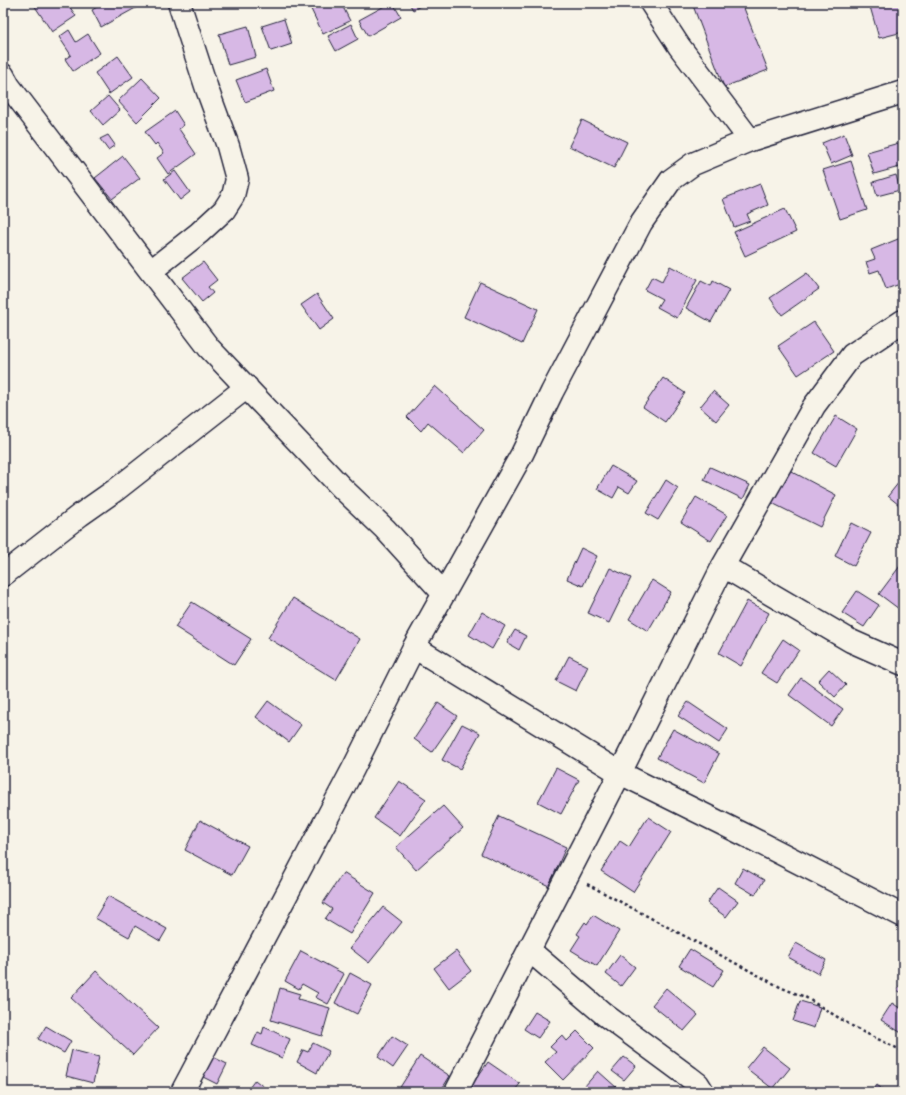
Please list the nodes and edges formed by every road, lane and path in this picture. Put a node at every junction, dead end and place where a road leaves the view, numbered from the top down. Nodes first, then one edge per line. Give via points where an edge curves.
1 (179, 3) edge
2 (651, 3) edge
3 (3, 75) edge
4 (903, 92) edge
5 (750, 140) junction
6 (151, 271) junction
7 (903, 321) edge
8 (247, 387) junction
9 (723, 566) junction
10 (3, 575) edge
11 (444, 594) junction
12 (414, 647) junction
13 (901, 659) edge
14 (620, 773) junction
15 (568, 873) junction
16 (903, 916) edge
17 (529, 950) junction
18 (903, 1051) edge
19 (182, 1092) edge
20 (456, 1092) edge
21 (703, 1092) edge

1 - 6 street via 237,179 233,196 224,210
2 - 5 street via 679,46
3 - 6 street
4 - 5 street
5 - 11 street via 692,164 671,180 641,223 522,454
6 - 8 street via 209,348
7 - 9 street via 852,355 819,400
8 - 10 street
8 - 11 street via 385,529
9 - 13 street via 851,641
9 - 14 street
11 - 12 street
12 - 14 street
12 - 19 street via 353,769
14 - 15 street
14 - 16 street
15 - 17 street
15 - 18 path via 782,988 805,997 857,1029
17 - 20 street
17 - 21 street via 600,1011 689,1076

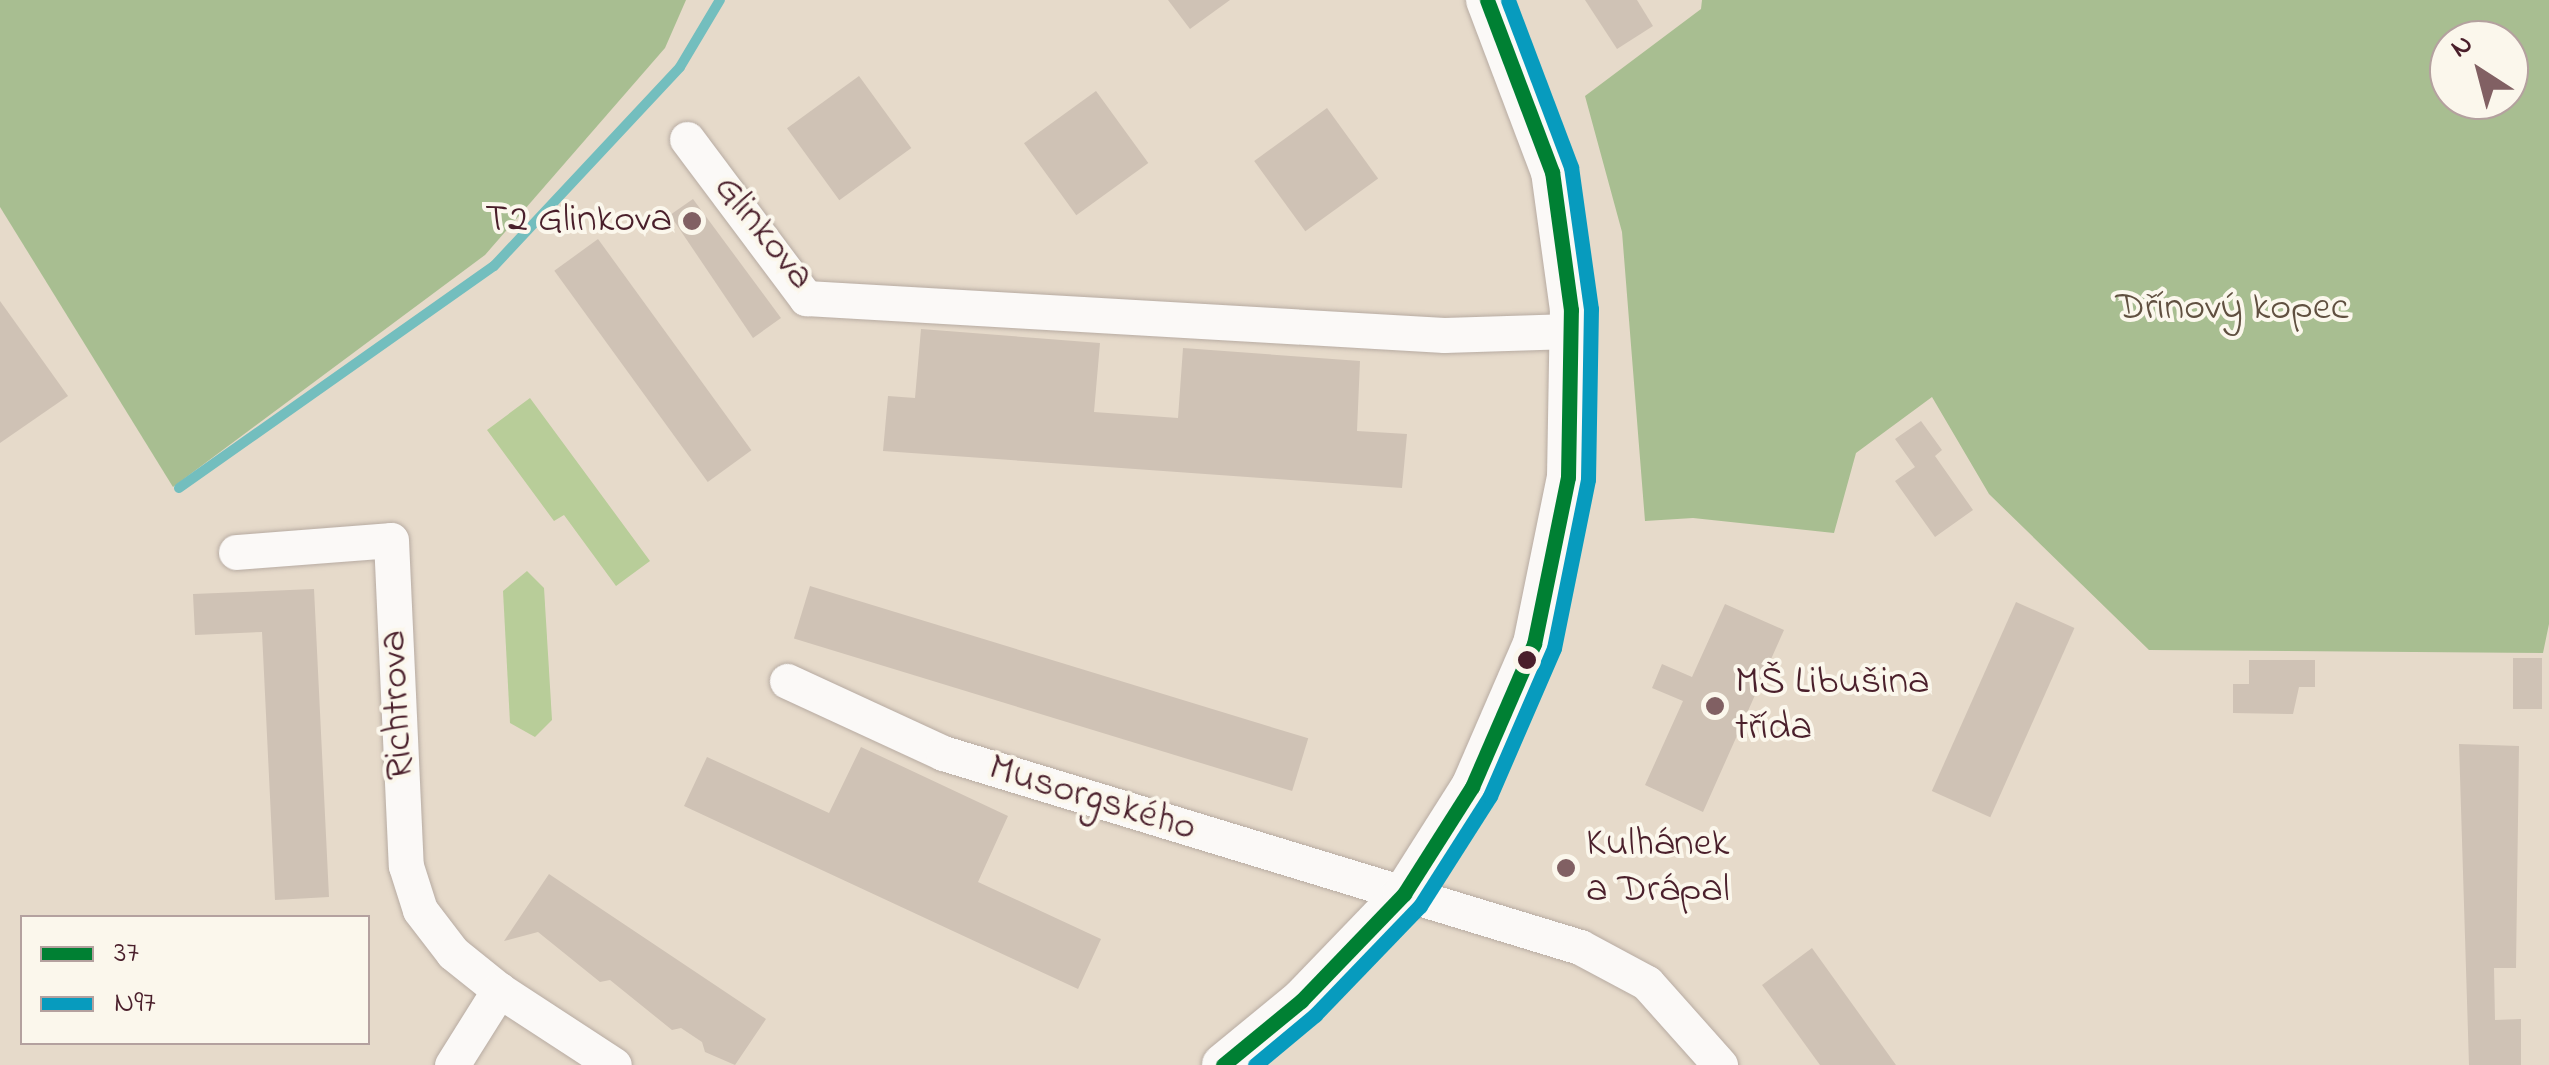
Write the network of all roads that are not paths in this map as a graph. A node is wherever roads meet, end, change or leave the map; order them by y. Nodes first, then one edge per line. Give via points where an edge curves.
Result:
1 (1487, 0) edge
2 (688, 139) dead end
3 (1571, 331) junction
4 (236, 552) dead end
5 (787, 681) dead end
6 (1404, 894) junction
7 (499, 990) junction
8 (452, 1065) edge
9 (614, 1065) edge
10 (1223, 1065) edge
11 (1720, 1065) edge

1 - 3 street via 1552,172
2 - 3 street, Glinkova via 806,298 1444,336
3 - 6 street via 1568,477 1530,657 1472,788
4 - 7 street, Richtrova via 391,540 406,866 420,910 453,953
5 - 6 street, Musorgského via 943,753
6 - 10 street via 1302,1000
6 - 11 street, Musorgského via 1580,947 1648,983
7 - 8 street
7 - 9 street, Richtrova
---
### Try it
Set down exactly the lines of the material above from the one with "Write the network" through the end. Include both ends and nothing else.

### Output for this task
Write the network of all roads that are not paths in this map as a graph. A node is wherever roads meet, end, change or leave the map; order them by y. Nodes first, then one edge per line. Give via points where an edge curves.
Result:
1 (1487, 0) edge
2 (688, 139) dead end
3 (1571, 331) junction
4 (236, 552) dead end
5 (787, 681) dead end
6 (1404, 894) junction
7 (499, 990) junction
8 (452, 1065) edge
9 (614, 1065) edge
10 (1223, 1065) edge
11 (1720, 1065) edge

1 - 3 street via 1552,172
2 - 3 street, Glinkova via 806,298 1444,336
3 - 6 street via 1568,477 1530,657 1472,788
4 - 7 street, Richtrova via 391,540 406,866 420,910 453,953
5 - 6 street, Musorgského via 943,753
6 - 10 street via 1302,1000
6 - 11 street, Musorgského via 1580,947 1648,983
7 - 8 street
7 - 9 street, Richtrova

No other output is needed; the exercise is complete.